Superstore, c’est du Ken Loach ou du Guédigian qu’on fumerait sur un coin de canapé: même angle, même analyse, même amour des personnages, mêmes regard sur les dérives critiques et dérangeantes autour de l’ultra-libéralisme. Ce qui est d’autant plus notable, et remarquable de surcroît, c’est qu’elle ose  s’aventurer sur ce terrain miné de toutes parts avec une adresse et une pertinence que l’on ne lui soupçonnait pas; il faut dire qu’à ses débuts, Superstore laisse même entrevoir qu’elle s’aventurera sur le registre de la comédie romantique via le duo Jonah/ Amy…ce qui sera le cas mais ce qui ne constituera pas l’essentiel de la sitcom. 
Rarement une comédie ne s’était autant payé la tête des multinationales se goinfrant sur ses employés avec une pareille force de frappe. Osant tout, ne risquant rien, pouvant rallier absolument toutes les causes tout en pointant du doigt l’ubérisation de notre société, Superstore est capable d’exploser en un épisode toutes les idées reçues concernant l’incongruité de notre monde qui continue de profiter de la faiblesse et de la misère des hommes. On rit d’autant que l’on est atterré par l’exagération à peine modérée des scénaristes quant à leur analyse percutante de chaque sujet traité qui vaut tous les bouquins de socio. On ne peut que regretter qu’une série (qui aura tout de même duré six saisons avec une constance artistique marquée et une audience fidèle aux USA) n’ait pas trouvé acquéreur sur les chaines publiques de notre cher pays. 

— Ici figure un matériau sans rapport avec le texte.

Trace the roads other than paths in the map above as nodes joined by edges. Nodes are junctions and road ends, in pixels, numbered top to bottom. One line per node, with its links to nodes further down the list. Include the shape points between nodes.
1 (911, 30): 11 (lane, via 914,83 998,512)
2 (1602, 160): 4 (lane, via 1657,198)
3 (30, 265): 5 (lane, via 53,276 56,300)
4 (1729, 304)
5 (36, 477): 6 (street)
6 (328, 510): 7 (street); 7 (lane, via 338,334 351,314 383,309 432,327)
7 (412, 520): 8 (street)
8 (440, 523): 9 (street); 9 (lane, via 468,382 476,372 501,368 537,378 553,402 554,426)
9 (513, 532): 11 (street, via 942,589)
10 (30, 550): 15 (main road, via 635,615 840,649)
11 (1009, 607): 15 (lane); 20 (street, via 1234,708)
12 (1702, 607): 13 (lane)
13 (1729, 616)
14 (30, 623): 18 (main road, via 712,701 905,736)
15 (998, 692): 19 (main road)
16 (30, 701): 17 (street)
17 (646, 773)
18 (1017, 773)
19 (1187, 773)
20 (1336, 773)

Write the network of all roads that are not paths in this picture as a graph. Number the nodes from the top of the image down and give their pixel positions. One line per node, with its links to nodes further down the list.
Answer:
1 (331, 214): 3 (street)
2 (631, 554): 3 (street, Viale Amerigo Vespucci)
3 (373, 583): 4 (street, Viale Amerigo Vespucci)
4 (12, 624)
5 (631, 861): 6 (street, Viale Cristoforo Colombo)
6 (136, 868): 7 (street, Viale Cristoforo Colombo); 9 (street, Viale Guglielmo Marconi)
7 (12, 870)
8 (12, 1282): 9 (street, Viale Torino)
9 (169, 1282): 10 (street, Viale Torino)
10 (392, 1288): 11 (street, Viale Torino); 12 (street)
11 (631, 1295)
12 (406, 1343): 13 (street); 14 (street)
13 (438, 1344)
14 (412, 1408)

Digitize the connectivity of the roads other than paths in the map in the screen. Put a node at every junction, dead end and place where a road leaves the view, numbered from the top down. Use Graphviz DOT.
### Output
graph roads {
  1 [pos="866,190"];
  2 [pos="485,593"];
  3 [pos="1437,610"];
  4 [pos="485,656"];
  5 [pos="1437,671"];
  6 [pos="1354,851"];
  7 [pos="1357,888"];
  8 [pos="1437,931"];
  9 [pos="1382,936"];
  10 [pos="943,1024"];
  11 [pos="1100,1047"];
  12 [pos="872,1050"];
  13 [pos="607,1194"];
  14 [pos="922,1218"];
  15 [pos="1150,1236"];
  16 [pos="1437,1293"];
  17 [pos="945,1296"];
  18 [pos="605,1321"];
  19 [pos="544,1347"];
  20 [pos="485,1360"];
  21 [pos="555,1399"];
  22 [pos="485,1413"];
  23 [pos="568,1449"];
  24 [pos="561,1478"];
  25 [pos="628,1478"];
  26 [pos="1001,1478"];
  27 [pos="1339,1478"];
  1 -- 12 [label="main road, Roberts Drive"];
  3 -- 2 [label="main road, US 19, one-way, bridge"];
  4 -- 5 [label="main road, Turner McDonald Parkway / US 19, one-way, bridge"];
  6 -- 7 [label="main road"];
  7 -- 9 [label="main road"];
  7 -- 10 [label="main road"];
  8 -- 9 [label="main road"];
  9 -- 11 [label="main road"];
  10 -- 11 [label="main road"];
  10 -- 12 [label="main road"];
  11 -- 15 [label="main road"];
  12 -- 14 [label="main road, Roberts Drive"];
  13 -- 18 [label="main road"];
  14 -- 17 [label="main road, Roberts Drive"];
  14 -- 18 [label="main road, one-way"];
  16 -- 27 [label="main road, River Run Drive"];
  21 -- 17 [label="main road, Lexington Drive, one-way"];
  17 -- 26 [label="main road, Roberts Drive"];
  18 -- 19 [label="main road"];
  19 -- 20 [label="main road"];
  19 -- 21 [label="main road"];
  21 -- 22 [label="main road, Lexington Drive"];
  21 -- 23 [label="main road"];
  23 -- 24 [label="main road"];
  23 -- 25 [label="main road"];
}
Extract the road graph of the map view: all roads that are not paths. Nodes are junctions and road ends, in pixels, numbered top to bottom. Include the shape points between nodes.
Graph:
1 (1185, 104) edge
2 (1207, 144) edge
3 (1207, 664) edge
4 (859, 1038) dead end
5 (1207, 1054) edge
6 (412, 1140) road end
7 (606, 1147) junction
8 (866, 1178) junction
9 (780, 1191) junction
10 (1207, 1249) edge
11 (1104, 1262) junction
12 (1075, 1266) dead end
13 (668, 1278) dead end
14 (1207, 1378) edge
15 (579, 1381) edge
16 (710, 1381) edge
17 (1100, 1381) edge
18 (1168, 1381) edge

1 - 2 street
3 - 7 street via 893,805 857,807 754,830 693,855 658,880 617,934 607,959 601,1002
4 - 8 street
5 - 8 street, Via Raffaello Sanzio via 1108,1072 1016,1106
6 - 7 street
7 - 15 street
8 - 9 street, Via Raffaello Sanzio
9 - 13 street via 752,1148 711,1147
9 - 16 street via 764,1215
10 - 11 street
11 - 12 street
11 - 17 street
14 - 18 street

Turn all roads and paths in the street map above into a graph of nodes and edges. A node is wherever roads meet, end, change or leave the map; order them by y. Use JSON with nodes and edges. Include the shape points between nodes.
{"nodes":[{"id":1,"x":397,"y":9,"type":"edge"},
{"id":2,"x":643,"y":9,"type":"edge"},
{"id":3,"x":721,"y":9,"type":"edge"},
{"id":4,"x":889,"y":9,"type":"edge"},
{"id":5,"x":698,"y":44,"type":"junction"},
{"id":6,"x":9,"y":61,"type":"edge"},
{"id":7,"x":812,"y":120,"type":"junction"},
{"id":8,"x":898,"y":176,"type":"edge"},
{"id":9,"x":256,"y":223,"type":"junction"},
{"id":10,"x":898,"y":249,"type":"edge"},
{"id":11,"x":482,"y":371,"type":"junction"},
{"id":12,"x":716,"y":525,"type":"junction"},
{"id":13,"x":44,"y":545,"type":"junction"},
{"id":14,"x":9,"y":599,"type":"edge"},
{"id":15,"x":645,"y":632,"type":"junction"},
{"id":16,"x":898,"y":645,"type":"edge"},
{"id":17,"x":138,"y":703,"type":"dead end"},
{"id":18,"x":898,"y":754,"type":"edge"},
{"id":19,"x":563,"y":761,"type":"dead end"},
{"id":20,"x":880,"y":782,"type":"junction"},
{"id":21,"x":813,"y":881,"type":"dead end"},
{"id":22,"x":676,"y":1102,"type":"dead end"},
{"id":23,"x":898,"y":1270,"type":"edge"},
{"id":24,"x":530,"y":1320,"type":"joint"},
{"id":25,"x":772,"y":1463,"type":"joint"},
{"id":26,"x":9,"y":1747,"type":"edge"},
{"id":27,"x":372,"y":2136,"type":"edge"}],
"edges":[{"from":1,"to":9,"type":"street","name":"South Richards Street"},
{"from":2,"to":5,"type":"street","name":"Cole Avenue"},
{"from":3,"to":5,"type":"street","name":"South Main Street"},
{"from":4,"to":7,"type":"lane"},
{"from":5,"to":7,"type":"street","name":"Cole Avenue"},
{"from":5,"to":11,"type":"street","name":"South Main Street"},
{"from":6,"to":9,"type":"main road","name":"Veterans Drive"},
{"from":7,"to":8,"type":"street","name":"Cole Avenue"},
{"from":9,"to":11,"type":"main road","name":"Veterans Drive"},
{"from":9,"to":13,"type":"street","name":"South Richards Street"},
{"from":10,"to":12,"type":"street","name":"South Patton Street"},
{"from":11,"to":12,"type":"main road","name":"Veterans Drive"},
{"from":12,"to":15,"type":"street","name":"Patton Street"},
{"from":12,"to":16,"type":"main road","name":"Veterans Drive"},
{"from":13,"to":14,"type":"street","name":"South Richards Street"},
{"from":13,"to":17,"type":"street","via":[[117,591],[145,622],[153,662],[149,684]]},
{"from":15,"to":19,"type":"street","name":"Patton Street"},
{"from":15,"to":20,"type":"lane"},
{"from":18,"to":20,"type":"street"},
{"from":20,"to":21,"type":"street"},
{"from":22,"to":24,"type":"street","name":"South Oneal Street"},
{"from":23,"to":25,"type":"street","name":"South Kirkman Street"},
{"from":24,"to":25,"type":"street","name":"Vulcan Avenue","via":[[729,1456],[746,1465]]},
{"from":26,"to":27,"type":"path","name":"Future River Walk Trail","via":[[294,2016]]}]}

QUELQUES TRUCS EN VRAC ET EN PLUS:

– Chaque épisode de Superstore contient au moins une parenthèse narrative totalement géniale sur la vie dans le centre commercial en dehors des deux/trois intrigues principales. Cela donne lieu à des moments absolument hilarants où le client lambda est zieuté dans des situations aussi incongrues qu’absurdes.

– On peut s’amuser à lister tous les faux prénoms que le personnage d’Amy inscrit à chaque épisode sur son badge. Et oui, chaque prénom est une trouvaille.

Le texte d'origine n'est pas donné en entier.